Oswald trascorse l'infanzia passando da una famiglia all'altra, da vicini di casa a parenti, mentre i suoi due fratelli erano chiusi in orfanotrofio poiché la madre non aveva denaro sufficiente per mantenerli. L'infanzia di Oswald fu molto difficile e i problemi aumentarono quando la madre si risposò, trasferendosi a Dallas, in Texas. Il matrimonio naufragò poco tempo dopo e Marguerite si trasferì a New York; approfittò della partenza per il servizio militare dei due figli maggiori per dedicarsi al figlio più piccolo, che non aveva amici e soffriva in maniera particolare i continui traslochi.
Il carattere di Oswald mutò in maniera repentina. Da ragazzo triste e solitario, ma sostanzialmente innocuo, diventò aggressivo e violento, al punto tale che la direzione della scuola da lui frequentata chiese una perizia psichiatrica. La diagnosi fu che il piccolo Oswald era un giovane ammalato di disturbi che originavano comportamenti maneschi, in preda a frequenti deliri di onnipotenza, del tutto isolato rispetto al contesto sociale e gravemente sofferente per una perdurante carenza affettiva[3]; si andarono definendo i suoi comportamenti tipicamente sociopatici[4], borderline e narcisisti, tendenze che verranno in lui identificate anche successivamente.[5]
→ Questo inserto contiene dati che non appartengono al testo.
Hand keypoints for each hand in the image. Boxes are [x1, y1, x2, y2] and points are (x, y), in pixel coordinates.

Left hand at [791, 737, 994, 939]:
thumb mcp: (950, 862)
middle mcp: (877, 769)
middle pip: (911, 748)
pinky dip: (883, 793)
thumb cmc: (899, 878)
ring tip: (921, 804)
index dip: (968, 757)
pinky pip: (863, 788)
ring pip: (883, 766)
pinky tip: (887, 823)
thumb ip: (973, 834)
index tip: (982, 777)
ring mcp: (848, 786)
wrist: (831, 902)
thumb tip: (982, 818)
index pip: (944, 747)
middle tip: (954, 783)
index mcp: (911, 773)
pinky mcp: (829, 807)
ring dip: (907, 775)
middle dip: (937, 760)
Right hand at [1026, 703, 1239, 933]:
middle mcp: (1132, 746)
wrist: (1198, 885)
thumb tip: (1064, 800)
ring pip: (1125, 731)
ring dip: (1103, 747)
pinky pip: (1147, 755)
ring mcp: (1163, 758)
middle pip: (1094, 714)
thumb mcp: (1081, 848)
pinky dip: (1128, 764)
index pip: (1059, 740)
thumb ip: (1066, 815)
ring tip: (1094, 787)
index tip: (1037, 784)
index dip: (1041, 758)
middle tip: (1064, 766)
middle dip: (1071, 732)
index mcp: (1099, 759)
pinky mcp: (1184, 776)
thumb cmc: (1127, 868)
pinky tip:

Il giudice competente ordinò che il ragazzo fosse sottoposto a cure adeguate, ma la madre si rifiutò di obbedire all'ordinanza e scappò a New Orleans col ragazzo. Il comportamento di Oswald peggiorò ulteriormente. Abbandonò la scuola a sedici anni e tentò di arruolarsi in Marina, ma la sua domanda al Corpo dei Marines fu respinta.[senza fonte]
La sua vita proseguì fra continui spostamenti (più di venti in meno di vent'anni), finché nel 1957 riuscì ad arruolarsi nei Marines, raggiungendo il fratello Robert[senza fonte]. Nei Marines la sua situazione non migliorò e fu spesso isolato ed emarginato per il suo carattere schivo e le sue dichiarate simpatie comuniste. Va precisato che tuttora non risultano iscrizioni al partito o attività sociali riconducibili a tale condizione ideologica, desumibili dal curriculum vitae.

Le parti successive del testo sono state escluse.